The immediate response to this rapid degradation was creating art. Naik mapped some of the structures, and composed a scalable form of the ruins at the stage provided to him in Kochi. The original structures were made of laterite stones. "We procured two or three laterite bricks, and created rubber molds of the same, and cast the molds with different raw materials, like Plaster of Paris, fiber and mud. In total, we made about 1,500 bricks, which we then shipped to Kerala." Apart from this, they also used real laterite bricks, so that when people walked on them, they were transported to Curdi. The sand and other materials used to recreate the damp and broken earth and the scattered landscape, were sourced from Kerala itself. "At the venue, it took us about a month to recreate the ruins," he says. A miniature sculptural installation was previously showcased in Kolkata in 2018, and in Milan, in October last year. What made the show at Kochi standout was that Naik, in a first, had incorporated the stories of the villagers.
"In Konkani there is a saying: âHistories may die with people, but a song, like hope, survives time'," says Naik. Since the people who knew Curdi as it once was, were at an advanced age, Naik with the help from friends Kalpit Gaonkar and Girish Naik, began work on recording and documenting the oral memories. "The stories were mostly about loss."
At the time of Curdi being relocated, the village didn't have electricity. Naik shares the story of one Gajanan Kurdikar, who just five years before the village's submergence, brought a flour mill from Mumbai, then Bombay, to Curdi. "It was a big deal for the village... a new piece of technology that had come all the way from Bombay," Naik shares. "Everyone was fascinated. The mill became a gathering point for them, more like a social space."
Often to bolster the act of remembering, Naik and his team would take the residents back to the village of their childhood and their ancestral homes, and conduct the interviews there. "When you are at the site, you remember more," he says.
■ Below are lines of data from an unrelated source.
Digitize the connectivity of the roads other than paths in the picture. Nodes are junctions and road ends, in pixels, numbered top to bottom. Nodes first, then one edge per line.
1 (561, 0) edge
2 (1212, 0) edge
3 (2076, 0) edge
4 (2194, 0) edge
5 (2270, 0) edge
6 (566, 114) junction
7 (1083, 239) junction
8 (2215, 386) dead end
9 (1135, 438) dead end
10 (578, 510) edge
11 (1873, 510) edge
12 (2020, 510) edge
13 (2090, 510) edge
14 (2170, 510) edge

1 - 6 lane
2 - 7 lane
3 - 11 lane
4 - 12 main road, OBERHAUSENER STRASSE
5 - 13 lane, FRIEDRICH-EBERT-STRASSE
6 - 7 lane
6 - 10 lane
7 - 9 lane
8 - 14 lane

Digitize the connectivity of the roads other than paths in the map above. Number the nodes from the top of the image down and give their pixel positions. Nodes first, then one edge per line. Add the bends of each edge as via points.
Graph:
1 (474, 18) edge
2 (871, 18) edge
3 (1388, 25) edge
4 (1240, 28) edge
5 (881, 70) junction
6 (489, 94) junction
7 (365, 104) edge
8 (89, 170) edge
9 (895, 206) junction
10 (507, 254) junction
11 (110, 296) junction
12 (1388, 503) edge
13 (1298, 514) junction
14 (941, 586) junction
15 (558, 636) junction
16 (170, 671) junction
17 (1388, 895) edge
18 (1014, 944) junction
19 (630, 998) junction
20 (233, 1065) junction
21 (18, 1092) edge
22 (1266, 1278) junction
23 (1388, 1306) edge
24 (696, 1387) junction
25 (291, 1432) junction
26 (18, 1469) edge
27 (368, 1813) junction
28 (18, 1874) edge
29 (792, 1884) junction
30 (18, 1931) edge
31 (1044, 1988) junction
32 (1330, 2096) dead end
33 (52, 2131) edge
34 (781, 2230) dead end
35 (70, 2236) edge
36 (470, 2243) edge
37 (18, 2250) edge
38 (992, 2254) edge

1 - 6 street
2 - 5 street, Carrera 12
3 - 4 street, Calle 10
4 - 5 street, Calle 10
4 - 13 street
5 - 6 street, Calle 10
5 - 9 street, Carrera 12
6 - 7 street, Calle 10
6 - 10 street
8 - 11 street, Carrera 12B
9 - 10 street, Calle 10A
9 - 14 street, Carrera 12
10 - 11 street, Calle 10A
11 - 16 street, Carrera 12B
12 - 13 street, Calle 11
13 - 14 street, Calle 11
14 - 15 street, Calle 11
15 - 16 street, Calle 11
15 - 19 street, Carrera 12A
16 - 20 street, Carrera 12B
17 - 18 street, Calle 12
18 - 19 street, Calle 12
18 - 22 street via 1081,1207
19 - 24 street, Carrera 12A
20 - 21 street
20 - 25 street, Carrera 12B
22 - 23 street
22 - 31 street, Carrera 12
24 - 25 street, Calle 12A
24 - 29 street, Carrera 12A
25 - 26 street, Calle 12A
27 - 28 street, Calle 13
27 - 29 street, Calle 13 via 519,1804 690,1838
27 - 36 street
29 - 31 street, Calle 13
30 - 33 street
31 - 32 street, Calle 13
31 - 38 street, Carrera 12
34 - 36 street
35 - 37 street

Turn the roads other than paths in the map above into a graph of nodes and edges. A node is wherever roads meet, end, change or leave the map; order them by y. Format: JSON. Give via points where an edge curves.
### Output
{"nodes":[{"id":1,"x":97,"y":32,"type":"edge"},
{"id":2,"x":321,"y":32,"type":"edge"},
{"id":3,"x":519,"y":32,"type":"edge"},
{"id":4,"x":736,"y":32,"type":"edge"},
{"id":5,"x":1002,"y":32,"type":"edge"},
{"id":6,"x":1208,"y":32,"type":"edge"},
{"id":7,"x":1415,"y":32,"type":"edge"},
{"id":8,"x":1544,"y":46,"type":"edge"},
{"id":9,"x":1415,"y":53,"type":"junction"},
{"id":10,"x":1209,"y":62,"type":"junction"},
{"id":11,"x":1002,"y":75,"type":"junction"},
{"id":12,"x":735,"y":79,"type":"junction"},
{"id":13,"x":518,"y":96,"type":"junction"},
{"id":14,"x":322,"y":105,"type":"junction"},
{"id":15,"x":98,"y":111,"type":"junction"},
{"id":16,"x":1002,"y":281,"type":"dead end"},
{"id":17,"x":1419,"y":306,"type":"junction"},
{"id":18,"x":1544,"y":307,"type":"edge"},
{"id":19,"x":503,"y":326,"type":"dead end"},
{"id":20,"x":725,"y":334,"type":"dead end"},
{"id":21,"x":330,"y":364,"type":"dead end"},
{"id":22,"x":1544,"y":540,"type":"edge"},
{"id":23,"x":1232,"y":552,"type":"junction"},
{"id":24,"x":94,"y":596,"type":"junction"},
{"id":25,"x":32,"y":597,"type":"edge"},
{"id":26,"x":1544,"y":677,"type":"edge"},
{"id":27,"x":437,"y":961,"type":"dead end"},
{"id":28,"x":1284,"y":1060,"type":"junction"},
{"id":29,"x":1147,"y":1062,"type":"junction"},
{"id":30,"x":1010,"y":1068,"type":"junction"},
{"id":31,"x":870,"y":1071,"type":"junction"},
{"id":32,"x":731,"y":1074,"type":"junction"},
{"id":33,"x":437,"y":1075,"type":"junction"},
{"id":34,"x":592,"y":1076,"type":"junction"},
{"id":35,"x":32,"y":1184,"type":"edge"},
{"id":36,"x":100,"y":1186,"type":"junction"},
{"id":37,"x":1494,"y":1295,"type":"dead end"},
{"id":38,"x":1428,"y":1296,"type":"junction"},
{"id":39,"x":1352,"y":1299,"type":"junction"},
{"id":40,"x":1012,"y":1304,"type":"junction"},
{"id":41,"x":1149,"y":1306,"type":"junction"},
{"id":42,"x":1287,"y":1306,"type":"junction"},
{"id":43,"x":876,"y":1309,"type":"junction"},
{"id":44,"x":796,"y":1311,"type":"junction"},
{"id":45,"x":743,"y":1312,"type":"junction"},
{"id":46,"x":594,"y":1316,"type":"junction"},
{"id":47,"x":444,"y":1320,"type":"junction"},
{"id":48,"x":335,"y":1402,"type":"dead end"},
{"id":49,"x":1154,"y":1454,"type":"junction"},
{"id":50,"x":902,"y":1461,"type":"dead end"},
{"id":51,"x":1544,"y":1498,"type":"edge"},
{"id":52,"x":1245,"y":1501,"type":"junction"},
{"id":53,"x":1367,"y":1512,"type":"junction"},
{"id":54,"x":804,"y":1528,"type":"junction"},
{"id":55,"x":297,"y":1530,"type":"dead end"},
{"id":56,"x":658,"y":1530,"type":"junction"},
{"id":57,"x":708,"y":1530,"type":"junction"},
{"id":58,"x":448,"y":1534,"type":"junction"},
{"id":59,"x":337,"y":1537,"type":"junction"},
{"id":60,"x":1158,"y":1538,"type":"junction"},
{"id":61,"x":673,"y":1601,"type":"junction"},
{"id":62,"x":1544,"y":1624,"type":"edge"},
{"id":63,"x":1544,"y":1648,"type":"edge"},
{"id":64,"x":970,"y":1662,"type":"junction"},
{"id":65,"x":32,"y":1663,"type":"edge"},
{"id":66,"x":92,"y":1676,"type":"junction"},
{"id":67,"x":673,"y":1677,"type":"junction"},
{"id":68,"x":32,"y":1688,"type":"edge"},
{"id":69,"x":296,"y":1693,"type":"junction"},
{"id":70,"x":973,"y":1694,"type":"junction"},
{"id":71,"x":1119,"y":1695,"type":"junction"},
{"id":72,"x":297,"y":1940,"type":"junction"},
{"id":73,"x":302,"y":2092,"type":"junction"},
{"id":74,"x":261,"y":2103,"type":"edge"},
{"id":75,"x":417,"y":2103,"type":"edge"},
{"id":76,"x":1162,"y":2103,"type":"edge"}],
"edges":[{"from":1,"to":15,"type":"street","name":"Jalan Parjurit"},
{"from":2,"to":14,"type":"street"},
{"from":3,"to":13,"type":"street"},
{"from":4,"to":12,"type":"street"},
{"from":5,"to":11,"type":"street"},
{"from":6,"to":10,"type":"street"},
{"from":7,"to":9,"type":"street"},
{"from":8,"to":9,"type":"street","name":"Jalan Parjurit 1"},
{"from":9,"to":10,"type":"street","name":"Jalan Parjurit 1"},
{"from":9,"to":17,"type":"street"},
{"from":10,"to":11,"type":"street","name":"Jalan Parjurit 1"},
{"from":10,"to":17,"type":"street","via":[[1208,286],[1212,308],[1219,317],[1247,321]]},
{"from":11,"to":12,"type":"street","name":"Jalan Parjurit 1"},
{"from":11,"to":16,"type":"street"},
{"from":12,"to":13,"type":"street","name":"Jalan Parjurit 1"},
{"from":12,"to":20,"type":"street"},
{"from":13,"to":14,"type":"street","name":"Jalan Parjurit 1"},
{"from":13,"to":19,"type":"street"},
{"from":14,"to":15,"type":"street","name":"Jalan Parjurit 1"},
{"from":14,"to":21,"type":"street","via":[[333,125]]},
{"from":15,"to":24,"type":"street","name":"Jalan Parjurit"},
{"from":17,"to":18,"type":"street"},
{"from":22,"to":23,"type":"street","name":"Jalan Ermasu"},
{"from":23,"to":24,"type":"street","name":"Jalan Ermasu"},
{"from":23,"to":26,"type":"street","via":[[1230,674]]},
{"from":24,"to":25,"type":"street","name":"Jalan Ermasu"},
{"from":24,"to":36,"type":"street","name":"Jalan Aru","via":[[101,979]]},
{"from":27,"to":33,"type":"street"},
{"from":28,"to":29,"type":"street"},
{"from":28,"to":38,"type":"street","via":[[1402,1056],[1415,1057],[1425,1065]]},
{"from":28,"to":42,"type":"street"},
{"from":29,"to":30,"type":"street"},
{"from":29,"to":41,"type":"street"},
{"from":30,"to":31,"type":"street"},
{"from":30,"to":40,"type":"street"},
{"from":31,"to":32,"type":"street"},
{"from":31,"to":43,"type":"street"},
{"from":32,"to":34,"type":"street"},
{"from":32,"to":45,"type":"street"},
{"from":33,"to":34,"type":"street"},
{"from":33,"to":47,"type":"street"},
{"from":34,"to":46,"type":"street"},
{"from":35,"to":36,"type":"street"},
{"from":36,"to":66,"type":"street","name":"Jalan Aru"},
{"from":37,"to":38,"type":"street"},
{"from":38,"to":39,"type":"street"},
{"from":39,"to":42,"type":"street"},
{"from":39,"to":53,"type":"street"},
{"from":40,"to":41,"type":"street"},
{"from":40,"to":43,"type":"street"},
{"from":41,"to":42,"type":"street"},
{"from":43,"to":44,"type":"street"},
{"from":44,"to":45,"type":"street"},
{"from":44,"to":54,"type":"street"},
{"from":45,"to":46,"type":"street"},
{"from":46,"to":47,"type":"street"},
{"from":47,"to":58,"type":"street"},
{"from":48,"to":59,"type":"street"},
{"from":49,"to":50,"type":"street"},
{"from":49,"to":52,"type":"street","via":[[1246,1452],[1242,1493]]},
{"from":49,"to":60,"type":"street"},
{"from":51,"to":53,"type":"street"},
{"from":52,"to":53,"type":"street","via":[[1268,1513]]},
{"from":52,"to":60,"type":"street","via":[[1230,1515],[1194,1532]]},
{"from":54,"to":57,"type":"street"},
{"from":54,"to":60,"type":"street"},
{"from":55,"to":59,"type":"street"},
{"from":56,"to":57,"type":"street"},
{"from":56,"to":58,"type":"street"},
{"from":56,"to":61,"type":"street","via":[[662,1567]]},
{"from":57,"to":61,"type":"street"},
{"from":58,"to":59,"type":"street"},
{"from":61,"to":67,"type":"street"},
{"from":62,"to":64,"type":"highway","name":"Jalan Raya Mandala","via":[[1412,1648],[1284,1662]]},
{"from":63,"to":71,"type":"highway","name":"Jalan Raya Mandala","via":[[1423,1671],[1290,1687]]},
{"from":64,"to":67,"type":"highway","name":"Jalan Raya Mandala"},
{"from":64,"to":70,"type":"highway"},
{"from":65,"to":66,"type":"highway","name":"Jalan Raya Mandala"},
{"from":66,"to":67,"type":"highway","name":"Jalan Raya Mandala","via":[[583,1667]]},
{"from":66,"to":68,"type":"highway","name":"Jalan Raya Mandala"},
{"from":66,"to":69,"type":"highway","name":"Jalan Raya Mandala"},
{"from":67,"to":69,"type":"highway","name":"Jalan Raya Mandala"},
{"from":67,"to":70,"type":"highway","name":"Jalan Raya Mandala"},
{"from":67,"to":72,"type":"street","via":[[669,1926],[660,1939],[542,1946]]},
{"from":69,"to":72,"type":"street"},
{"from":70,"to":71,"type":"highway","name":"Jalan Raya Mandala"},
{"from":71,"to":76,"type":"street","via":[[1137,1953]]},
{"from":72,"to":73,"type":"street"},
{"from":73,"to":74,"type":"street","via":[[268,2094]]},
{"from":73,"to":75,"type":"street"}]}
On one such occasion, after the interview, Naik and an elderly villager, Milan Kurdikar, were sitting and observing the ruins, when she shared this in Konkani: "Baba sagle bare ha re... dam baandlo, aamche ghara gele, but yeh dam munlar kite [Everything is fine baba... the dam was built, our houses were destroyed and we had to leave everything behind, but I don't know what is this dam. I haven't seen it yet]." "One of the major ironies is that they sacrificed everything to solve the water supply problems for the rest of Goa, but because they were situated uphill, they themselves ended up falling short of water. The compensation was never really enough."
Naik collaborated with three folk songwriters from Goa, who summarised the stories into songs. The music was inspired by the folk songs sung by Curdi's villagers at ceremonies and festivals. "So, what we did was adopt the new lyrics to the existing tunes, to create compositions that were still familiar to the villagers." Naik then invited the residents who sing these songs at their festivals, to record their new compositions at a studio in Goa. "The villagers were excited. We've had over 25 villagers come to record at the studio. It felt like a mini festival." In transforming this loss into songs, Naik says he was attempting to prevent erasure of history. "Most of the stories only exist in people's minds... this is the last generation that lived in Curdi, and experienced their village first-hand. We wanted the songs to be an act of remembering," he says. Three families from Curdi also visited the exhibit at the Kochi-Muziris Biennale. "They were overwhelmed," he remembers.
His hope is to bring the sculptural installation closer home to Goa. "Last year, Curdi didn't resurface entirely, and while it's that time of the year where it is expected to [show up], one doesn't really know how long before Curdi completely vanishes."